National HIV Testing Day (NHTD) is Saturday, June 27th. Reflecting on past NHTDs where in-person testing events brought us together, this occasion is yet another reminder of how our daily lives have changed in a few short months. There are so many challenges confronting our nation right now. As part of a community working to end the HIV epidemic, we are unfortunately already well acquainted with working to overcome challenging issues related health and racial disparities. We already know how hard it is to have positive health outcomes without stable housing, and as we heed the call to shelter-in-place to prevent further spread of COVID-19, safe stable housing becomes even more important. We know that Black/African American communities are disproportionately impacted by HIV and accounted for 57% of HOPWA beneficiaries last year. As our nation strives for racial justice, it is clearer than ever that equal access to housing and healthcare are vital.
In 2018, 37,968 people received an HIV diagnosis in the United States. Currently 1.2 million people in the U.S. are living with HIV. These numbers do not include the approximately 1 in 7 people living with HIV who do not know their status. It is important, even in the midst of a global pandemic, to get as many people tested for HIV as possible with the goal of Ending the HIV Epidemic.
The Centers for Disease Control and Prevention (CDC) recommends HIV Tests for the following populations:
Everyone between the ages of 13 and 64 should get tested for HIV at least once as part of routine healthcare.
Those with certain ongoing risk factors—such as having more than one sex partner since their last HIV test or having sex with someone whose sexual history is unknown—should get tested at least annually. Some sexually active gay and bisexual men may benefit from more frequent testing (e.g., every 3 to 6 months). The CDC’s updated HIV Risk Reduction Tool can help further identify risks for getting or transmitting HIV.
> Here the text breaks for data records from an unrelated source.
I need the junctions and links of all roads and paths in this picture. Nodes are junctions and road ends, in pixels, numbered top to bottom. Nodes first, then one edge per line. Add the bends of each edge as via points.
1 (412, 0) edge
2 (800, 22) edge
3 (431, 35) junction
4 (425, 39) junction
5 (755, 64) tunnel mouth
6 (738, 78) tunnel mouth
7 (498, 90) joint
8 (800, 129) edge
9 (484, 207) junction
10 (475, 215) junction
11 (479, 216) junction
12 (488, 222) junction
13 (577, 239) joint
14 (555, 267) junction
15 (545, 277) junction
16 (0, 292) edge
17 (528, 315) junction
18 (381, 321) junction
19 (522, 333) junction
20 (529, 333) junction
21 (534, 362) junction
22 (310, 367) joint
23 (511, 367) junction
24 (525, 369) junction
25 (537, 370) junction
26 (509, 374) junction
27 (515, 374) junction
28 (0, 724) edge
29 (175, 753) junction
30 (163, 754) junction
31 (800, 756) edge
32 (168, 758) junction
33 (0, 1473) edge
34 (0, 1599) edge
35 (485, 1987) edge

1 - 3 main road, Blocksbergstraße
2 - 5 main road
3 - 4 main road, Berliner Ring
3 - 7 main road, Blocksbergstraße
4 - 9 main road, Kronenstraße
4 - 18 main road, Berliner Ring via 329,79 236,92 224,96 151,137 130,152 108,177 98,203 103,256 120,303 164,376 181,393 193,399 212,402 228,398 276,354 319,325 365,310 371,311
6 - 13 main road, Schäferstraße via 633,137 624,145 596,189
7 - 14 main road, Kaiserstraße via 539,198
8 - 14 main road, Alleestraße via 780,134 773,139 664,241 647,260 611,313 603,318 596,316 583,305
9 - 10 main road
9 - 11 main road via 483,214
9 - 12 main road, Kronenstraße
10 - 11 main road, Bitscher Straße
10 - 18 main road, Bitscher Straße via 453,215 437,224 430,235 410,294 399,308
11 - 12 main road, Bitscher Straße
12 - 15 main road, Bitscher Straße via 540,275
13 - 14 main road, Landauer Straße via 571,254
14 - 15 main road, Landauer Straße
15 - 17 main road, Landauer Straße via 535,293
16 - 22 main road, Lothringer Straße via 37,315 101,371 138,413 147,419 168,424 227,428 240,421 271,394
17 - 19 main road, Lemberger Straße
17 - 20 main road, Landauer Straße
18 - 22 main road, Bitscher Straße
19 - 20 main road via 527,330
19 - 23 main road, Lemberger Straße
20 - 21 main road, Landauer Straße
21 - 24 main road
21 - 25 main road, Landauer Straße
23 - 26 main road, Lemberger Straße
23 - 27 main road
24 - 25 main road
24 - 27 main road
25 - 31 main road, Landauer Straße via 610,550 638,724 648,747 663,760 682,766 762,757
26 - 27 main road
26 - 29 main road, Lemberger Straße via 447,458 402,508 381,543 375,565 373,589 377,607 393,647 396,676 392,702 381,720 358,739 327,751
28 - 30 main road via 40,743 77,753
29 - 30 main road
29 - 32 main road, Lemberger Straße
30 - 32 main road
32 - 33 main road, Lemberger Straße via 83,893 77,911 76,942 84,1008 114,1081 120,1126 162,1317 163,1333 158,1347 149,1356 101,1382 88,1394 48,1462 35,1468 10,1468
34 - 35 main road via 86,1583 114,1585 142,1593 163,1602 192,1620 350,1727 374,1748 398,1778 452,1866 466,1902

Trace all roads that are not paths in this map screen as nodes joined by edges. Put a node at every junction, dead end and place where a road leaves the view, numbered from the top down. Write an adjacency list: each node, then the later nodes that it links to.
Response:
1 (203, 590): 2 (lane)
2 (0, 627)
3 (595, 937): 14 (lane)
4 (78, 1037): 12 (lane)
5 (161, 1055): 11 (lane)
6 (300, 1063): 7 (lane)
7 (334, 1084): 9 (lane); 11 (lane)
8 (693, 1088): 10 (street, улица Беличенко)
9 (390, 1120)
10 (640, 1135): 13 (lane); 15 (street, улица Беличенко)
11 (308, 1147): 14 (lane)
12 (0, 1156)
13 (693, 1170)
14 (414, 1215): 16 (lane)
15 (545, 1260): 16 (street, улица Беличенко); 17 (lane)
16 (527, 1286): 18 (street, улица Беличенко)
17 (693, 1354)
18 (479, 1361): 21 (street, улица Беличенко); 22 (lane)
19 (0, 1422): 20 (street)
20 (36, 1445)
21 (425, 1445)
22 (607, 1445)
All pregnant women, as part of proactive prenatal care, should receive certain blood tests to detect infections and other illnesses, such as HIV, syphilis, and Hepatitis B.
Due to COVID-19, it may be difficult to access HIV testing in the usual ways: in a sexually transmitted disease (STD) clinic, from a primary care practitioner, from pharmacists, or at a community-based organization. It is important that we continue to explore ways to provide HIV diagnostic, prevention, and care services. HIV self-testing is a method that can provide HIV diagnostic services. This includes rapid self-tests and mail-in self-tests as described below.
A rapid HIV self-test allows individuals to take an HIV test with an oral swab and find out the result within minutes in their own home or other private location and access follow-up prevention or care services, as appropriate. HIV self-testing is available for retail purchase by consumers or may be available free or at low cost from health departments or community-based organizations.
A mail-in self-test includes a specimen collection kit that contains supplies to collect dried blood from a fingerstick at home. The sample is then sent to a lab for testing and the results are provided by a healthcare provider. Mail-in self-tests can be ordered through various online merchant sites. Your healthcare provider can also order a mail-in self-test for you.
No matter the method of HIV testing, linkage to care is essential. To find HIV and other services, use the HIV.gov service locator.
The Office of HIV/AIDS Housing encourages you to find ways to participate in this year’s NHTD events while continuing to stay safe and healthy during these challenging times. If you are on social media, join us in using the hashtag #HIVTestingDay and communicating that knowing about HIV and HIV testing can help end the HIV epidemic.